When you are fortunate enough to have a clear view of the night sky, and you start wondering about the properties of all these sources of light, you might be amazed to find out all these stars have different colours, distances, and sizes.
Most stars in our Milky Way have masses like that of our nearest stars, the Sun, but there are also huge, massive beasts out there , some with masses as big as 300 times that of the Sun. These objects shine brilliantly, up to 10 million times more intensely than the Sun.
Stars more massive than 8 times the Sun are called “massive stars”, with lifetimes of just 2 million years, and thus much shorter than the 10 billion years of our Sun. Therefore, they are sometimes called the Rockstars of Astronomy, as they live fast and they die young!

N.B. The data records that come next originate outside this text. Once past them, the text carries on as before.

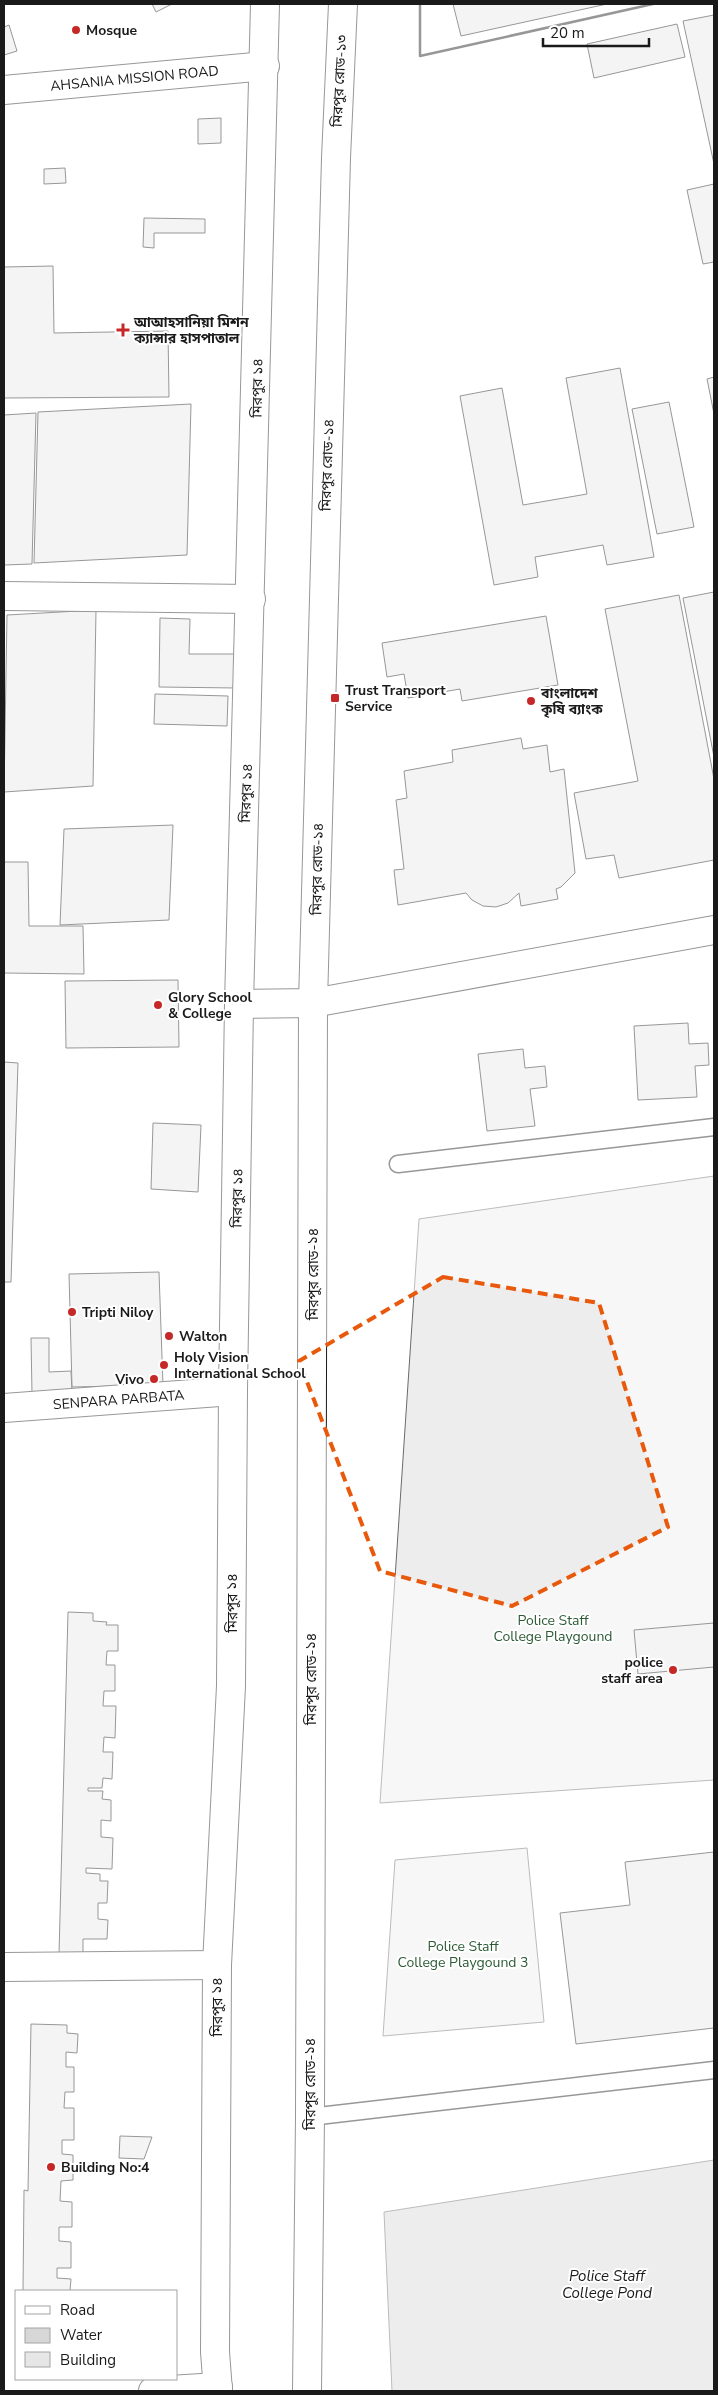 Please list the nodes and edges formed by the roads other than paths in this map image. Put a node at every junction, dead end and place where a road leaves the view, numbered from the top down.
1 (265, 4) edge
2 (342, 4) edge
3 (265, 66) junction
4 (4, 90) edge
5 (336, 158) joint
6 (4, 596) edge
7 (251, 599) junction
8 (714, 930) edge
9 (314, 1003) junction
10 (239, 1004) junction
11 (714, 1127) edge
12 (398, 1164) dead end
13 (233, 1391) junction
14 (4, 1408) edge
15 (217, 1965) junction
16 (4, 1967) edge
17 (714, 2070) edge
18 (310, 2117) junction
19 (218, 2389) edge
20 (152, 2391) edge
21 (307, 2391) edge

1 - 3 main road, মিরপুর ১৪
2 - 5 main road, মিরপুর রোড-১৩
3 - 4 main road, AHSANIA MISSION ROAD
3 - 7 main road, মিরপুর ১৪
5 - 9 main road, মিরপুর রোড-১৪
6 - 7 main road
7 - 10 main road, মিরপুর ১৪
8 - 9 main road
9 - 10 main road
9 - 18 main road, মিরপুর রোড-১৪
10 - 13 main road, মিরপুর ১৪
11 - 12 lane
13 - 14 main road, SENPARA PARBATA
13 - 15 main road, মিরপুর ১৪
15 - 16 main road
15 - 19 main road, মিরপুর ১৪
17 - 18 lane
18 - 21 main road, মিরপুর রোড-১৪
19 - 20 main road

Black Hole Collision from LIGO
Their ferocious nuclear burning, ultimately leads to an Iron core that collapses into a very compact object. For the most massive stars, about 25 times the mass of the Sun, the compact object that is left behind is a Black Hole. From such a super-heavy compact object, even light cannot escape. For those stars in between 8 and 25 times the mass of the Sun, the object becomes a neutron star. Both neutron stars and Black Holes have recently been detected by gravitational waves, proving the theory of relativity by Albert Einstein some 100 years ago.
Up until this year, astronomers believed that although most of the light is produced by massive stars, it was thought that most of the stellar mass was held together by lower mass stars like the Sun.
However, this paradigm has recently been overturned. Astronomers in Armagh in the massive star group lead by Prof Jorick Vink have studied the most massive stars known in our Local Universe, in the giant Starburst “Tarantula” region of the nearby galaxy the Large Magellanic Cloud (or LMC) (See figure). Taking into account the mass determinations from these most massive stars analysed in Armagh with more normal looking massive O-type stars studied by a large European Consortium, the VLT-FLames Tarantula Survey team, we found that the stellar mass function of stars is tilted in favour of the massive stars in the Universe (Schneider et al. 2018).
This dramatic shift in our knowledge will have significant consequences for the numbers of Black Holes predicted to have formed in our Universe, and this will be tested in the next decade by thousands of detections of Black Holes with gravitational waves. Moreover, the light contribution of these most massive stars is expect to strongly dominate the light of the first Galaxies in our Cosmos, that are anticipated to be detected for the first time by NASA’s James Webb Space Telescope (JWST) and the European Extremely Large Telescope.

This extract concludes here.